The Indian rail network was pioneered in the days of Empire but has become an integral part of contemporary India, and last year saw the opening of a new flagship line, the Konkan Railway, the only new Great Railway Journey of the last decade.

The Konkan tackles 760km of India's tortuous western flank from Bombay through Goa to Mangalore; it took seven years to complete, cost a fortune in rupees - and in human suffering. Seventy-six people were killed making the 92 tunnels and 1,998 bridges, and every monsoon threatens to wreck the whole thing as nonchalantly as a rising tide does a sandcastle. The construction story is one of great endeavour, with the surveyors being sent out on mountain bikes, and one engineer refusing to take a single day off for two years lest his tunnels get the better of him while his back was turned.

The British had considered, and rejected, the idea of running a railway down the Konkan coast. It was simply too wild, too hilly, its soil too soft and too frequently interrupted by rivers to be conquered by the iron road. Furthermore the region's inhabitants were, said W Hancock, controller of railways in 1866, "semi-wild tribes, who live on jungle fruits, rats, roots... they would never travel by rail."

My companions in first class didn't seem semi-wild; two shy software engineers and a very inquisitive lady lawyer, who, once she'd ascertained what I was up to, interrogated one of the engineers about what his wife had packed him for lunch. That's one of the bonuses of Indian rail travel - it injects you into a cross-section of society.

After Ratnagiri I was allowed every schoolboys' dream - a ride in the loco. This wasn't the place for idle conversation; the diesel was thirty years old, hot, windy and noisy, and it had no automated safety systems besides the concentration of its drivers. Asith and his assistant yelled out the signals to each other like parade ground sargeant-majors to ensure they remained alert. If they were to disregard a single signal, said Asith, their careers would be over. And so also, most probably, would the lives of many of the passengers in their train.

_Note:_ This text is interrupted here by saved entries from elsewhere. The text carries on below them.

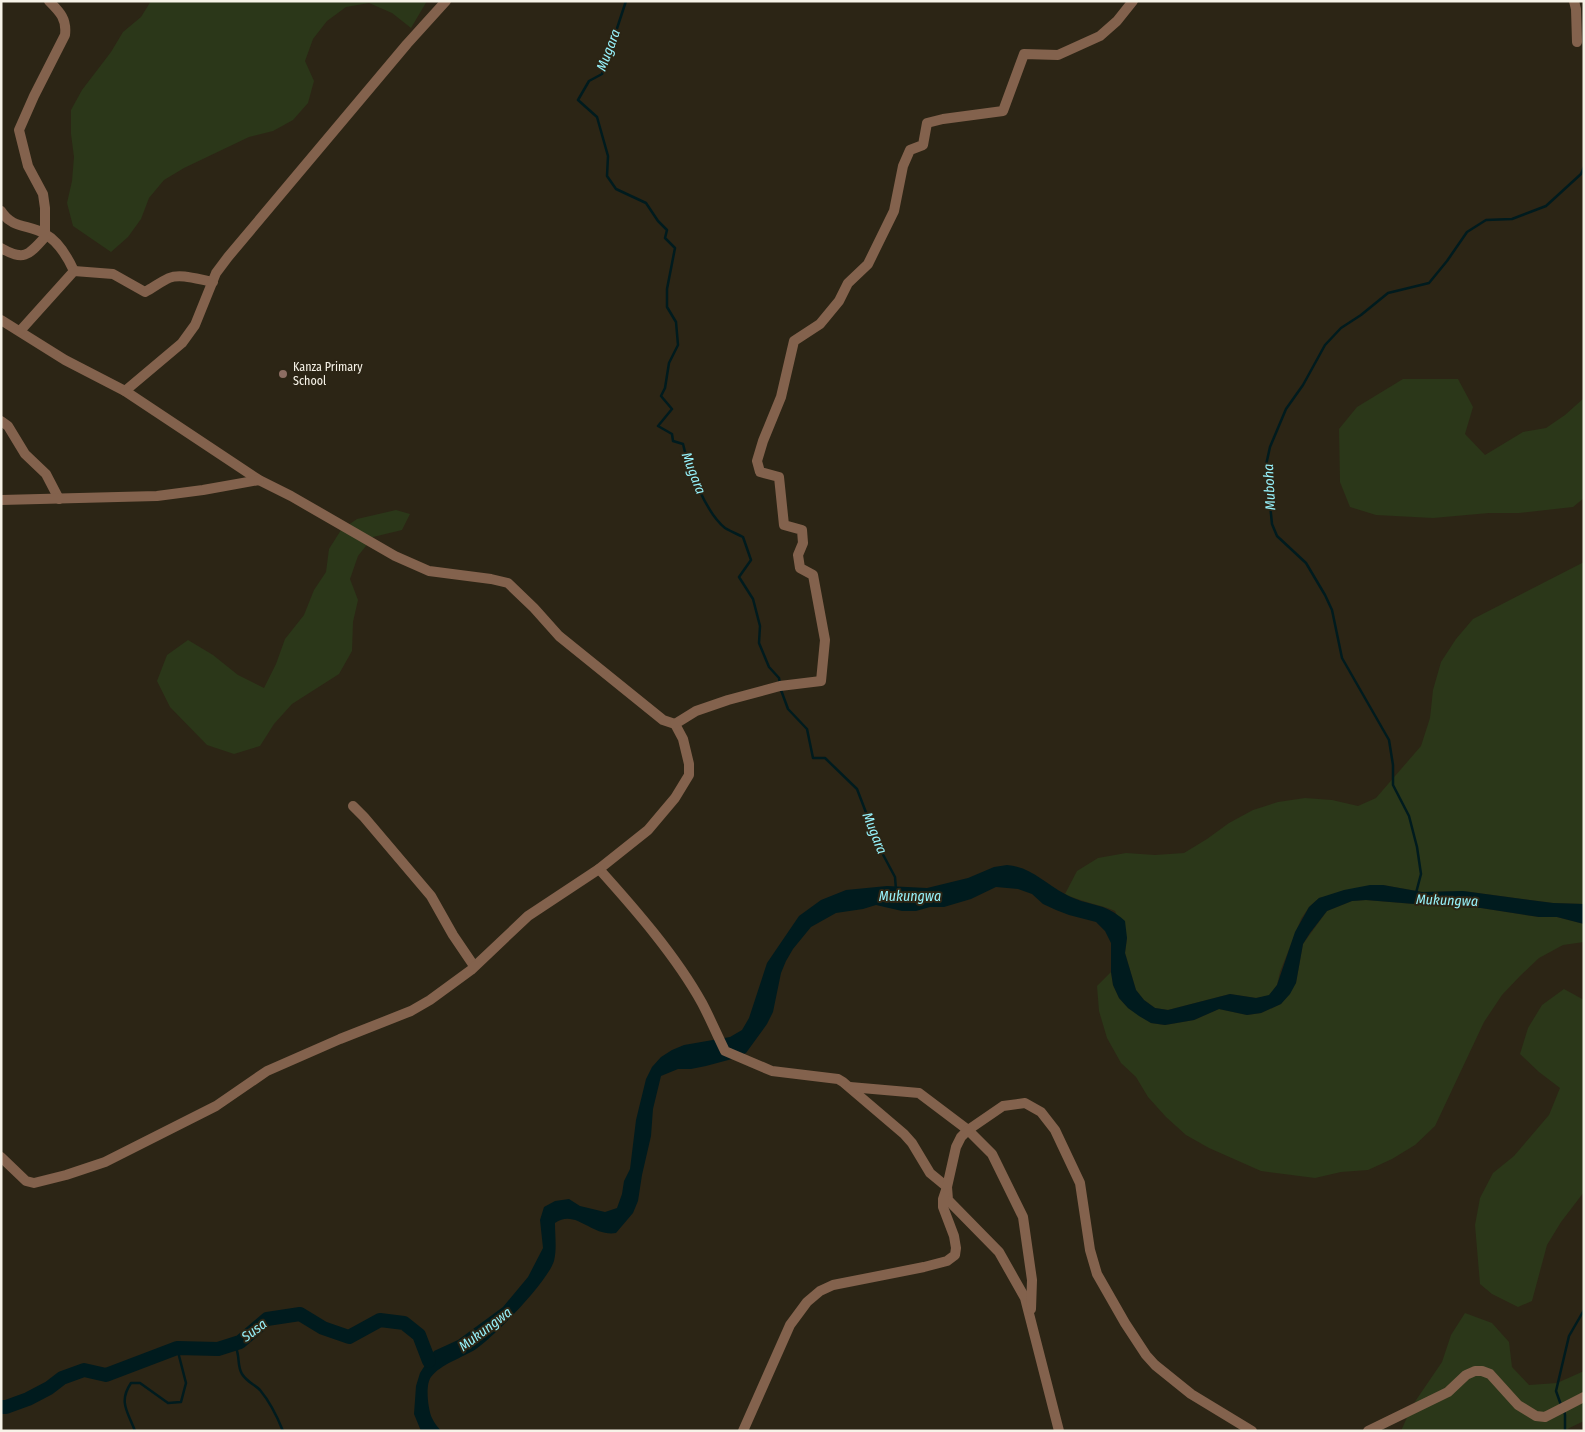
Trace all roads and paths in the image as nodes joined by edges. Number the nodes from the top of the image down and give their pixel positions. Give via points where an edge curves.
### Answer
1 (49, 1) edge
2 (446, 1) edge
3 (1133, 1) edge
4 (1574, 1) edge
5 (1578, 42) dead end
6 (1, 211) edge
7 (46, 234) junction
8 (1, 248) edge
9 (74, 271) junction
10 (213, 282) junction
11 (1, 320) edge
12 (20, 332) junction
13 (126, 391) junction
14 (1, 421) edge
15 (259, 480) junction
16 (59, 499) junction
17 (1, 500) edge
18 (675, 724) junction
19 (353, 806) dead end
20 (599, 870) junction
21 (474, 966) junction
22 (850, 1087) junction
23 (968, 1130) junction
24 (1, 1157) edge
25 (947, 1187) junction
26 (1030, 1320) junction
27 (1584, 1397) edge
28 (743, 1431) edge
29 (1058, 1431) edge
30 (1252, 1431) edge
31 (1368, 1431) edge

1 - 7 street via 63,17 66,25 64,35 19,130 28,166 43,194
2 - 10 street via 259,218 216,272
3 - 18 street via 1100,36 1058,55 1024,54 1003,111 928,123 923,145 910,150 903,166 894,210 868,264 848,283 839,301 820,324 794,341 781,397 757,461 760,472 779,477 784,524 802,530 803,544 798,554 800,568 813,575 825,640 821,681 780,686 728,700 696,710
4 - 5 street
6 - 7 street via 23,227
7 - 8 street via 26,255 19,256
7 - 9 street via 66,255
9 - 10 street via 113,274 145,292 170,278
9 - 12 street
10 - 13 street via 195,325 182,343
11 - 12 street
12 - 13 street via 65,360
13 - 15 street
14 - 16 street via 8,426 25,454 46,474
15 - 16 street via 157,496
15 - 18 street via 423,569 508,582 564,640 664,720
16 - 17 street
18 - 20 street via 689,764 686,781 648,830
19 - 21 street via 431,896
20 - 21 street via 534,912
20 - 22 street via 683,974 725,1051 772,1071 838,1079
21 - 24 street via 411,1011 267,1071 216,1106 105,1162 34,1183 26,1181
22 - 23 street via 919,1093
22 - 25 street via 904,1134 930,1173
23 - 25 street via 956,1147
23 - 26 street via 992,1154 1023,1217 1032,1280
23 - 30 street via 1003,1106 1025,1103 1041,1112 1055,1130 1080,1183 1097,1274 1146,1355 1191,1394
25 - 26 street via 948,1200 999,1252 1023,1293
25 - 28 street via 943,1207 954,1236 955,1255 947,1261 833,1285 820,1291 802,1307 790,1324
26 - 29 street
27 - 31 street via 1545,1417 1536,1416 1518,1405 1490,1374 1475,1371 1448,1392

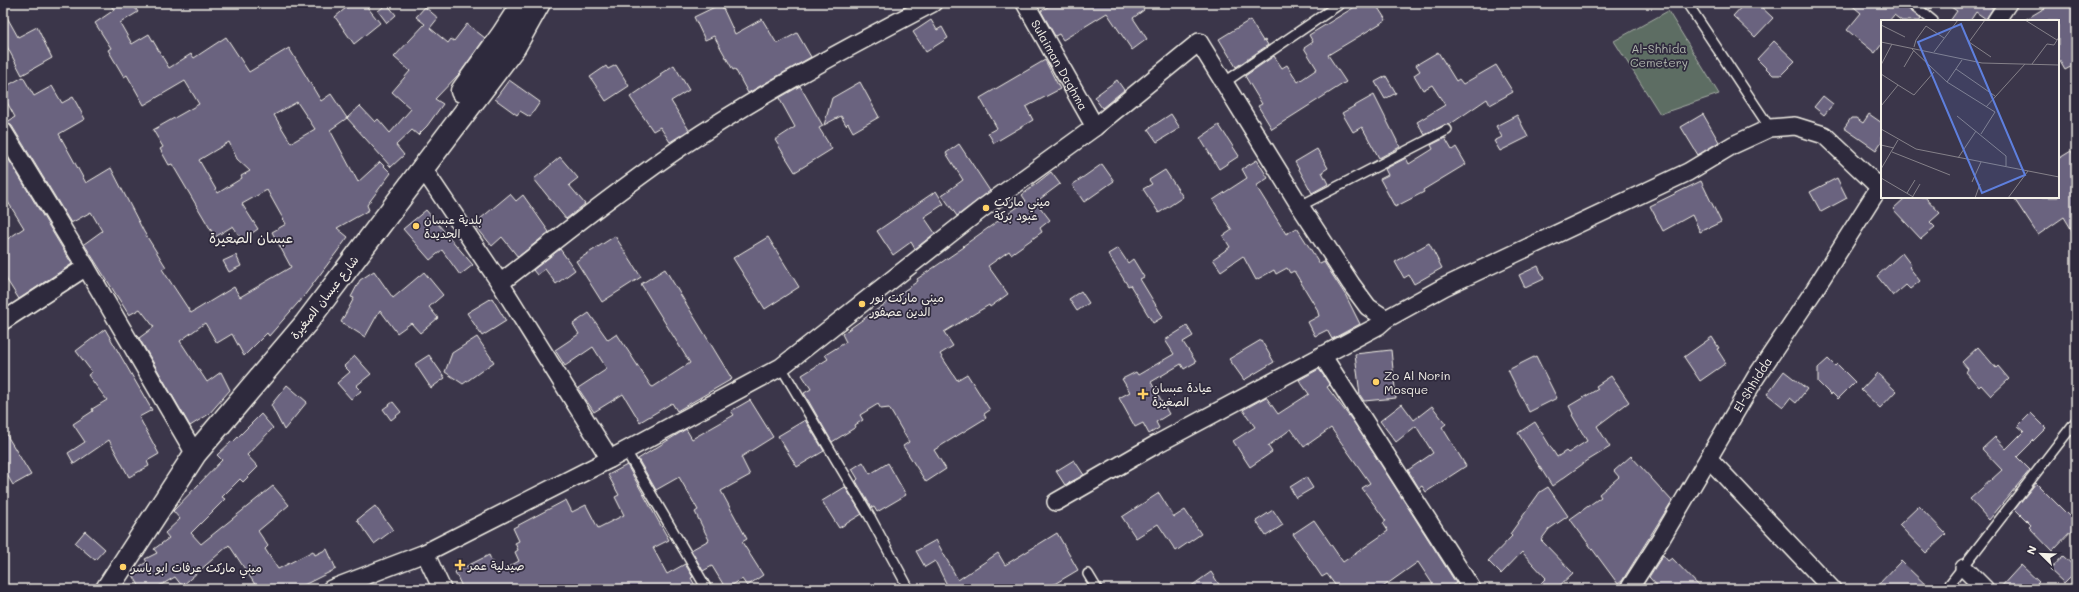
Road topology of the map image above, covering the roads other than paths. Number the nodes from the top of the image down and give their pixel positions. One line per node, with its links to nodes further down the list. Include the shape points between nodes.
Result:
1 (523, 3): 26 (main road, شارع عبسان الصغيرة, via 476,73 329,274)
2 (539, 3): 16 (main road, شارع عبسان الصغيرة, via 516,46)
3 (933, 3): 20 (street, via 751,102 693,139)
4 (1026, 3): 12 (street, Sulaiman Daghma)
5 (1341, 3): 11 (lane)
6 (1687, 3): 13 (lane)
7 (1911, 3): 9 (lane)
8 (2008, 3): 10 (street)
9 (1932, 20)
10 (1997, 20)
11 (1225, 82): 12 (street, via 1199,42); 18 (street)
12 (1095, 127): 24 (street, via 983,208)
13 (1770, 128): 17 (street, via 1795,126 1824,135); 21 (street, via 1733,145 1688,172 1444,287)
14 (1447, 130): 18 (lane)
15 (3, 131): 19 (street)
16 (422, 167): 20 (street); 26 (main road, شارع عبسان الصغيرة, via 306,323)
17 (1880, 185): 29 (street, El-Shhidda, via 1814,292 1756,377)
18 (1300, 206): 21 (street, via 1368,307)
19 (86, 266): 22 (street); 26 (street)
20 (500, 283): 28 (street)
21 (1386, 319): 23 (street, via 1378,326)
22 (3, 321)
23 (1322, 356): 30 (street, via 1155,445); 41 (street)
24 (781, 367): 27 (street); 39 (lane, via 870,517)
25 (2076, 421): 32 (lane)
26 (192, 449): 34 (main road, شارع عبسان الصغيرة); 35 (main road, شارع عبسان الصغيرة)
27 (626, 451): 28 (street); 38 (lane)
28 (610, 459): 31 (street)
29 (1709, 459): 42 (street, El-Shhidda); 43 (street)
30 (1056, 502)
31 (424, 553): 36 (street); 37 (street)
32 (1964, 568): 44 (lane); 45 (street)
33 (1088, 574): 40 (lane)
34 (91, 589)
35 (107, 589)
36 (331, 589)
37 (442, 589)
38 (707, 589)
39 (909, 589)
40 (1097, 589)
41 (1472, 589)
42 (1629, 589)
43 (1832, 589)
44 (1946, 589)
45 (1985, 589)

It was an almost stroboscopic journey, the train one moment plunged into a dark tunnel, the next sailing high in the sunshine over a deep river valley, with two villagers washing a cow right down below.

The land was wild and empty, but there always seemed to be a human shape lurking in the tunnels. Had he ever run anyone over? I asked Asith. He nodded. In just eight years of driving he'd already had 25 suicides, although all of them had been on the South Central Railway, not the Konkan. On the latter, he said, he was as likely to run over a tiger or a wolf.

We arrived in Madgaon, Goa's commercial capital, as dusk fell, and with far less tribulation than five years back, when the people of Goa had viewed Indian Railways' planned new line as a demonstration of "cultural imperialism", and had gone on hunger strike to get it diverted.

For me, Madgaon was an excuse for an eight-hour break between trains, time enough for a meal in the town and a snooze in the railway retiring rooms before catching my connection in the early hours of the morning.

From here onwards I was no longer in first class, which meant less air conditioning and more conversation. First had been a cross-section of middle class society, but this was a whole village; a geography teacher wanted to know my opinion of the cyclone disaster in Orissa; a policeman on leave was curious why I was travelling alone, and a steady stream of vendors moved through the carriage shouting "diddle-de-dum", "diddle-de-dee" and "plum pudding" - at least that's what it sounded like.

By now we'd left the wilder Konkan. In its place, the diesel unwreathed coils of black smoke over a typical, hard-worked Kerala landscape of coconuts and rice paddies broken occasionally by broad sluggish rivers and clattering bridges.

J ust before we arrived at Cochin, 36 hours and 1,336 kms after leaving Bombay, a friendly ticket inspector brought me a sprig of lime leaves to crush in my fingers. It was as refreshing as any airline towel, but unlike an airline towel, the lime leaves reeked of India.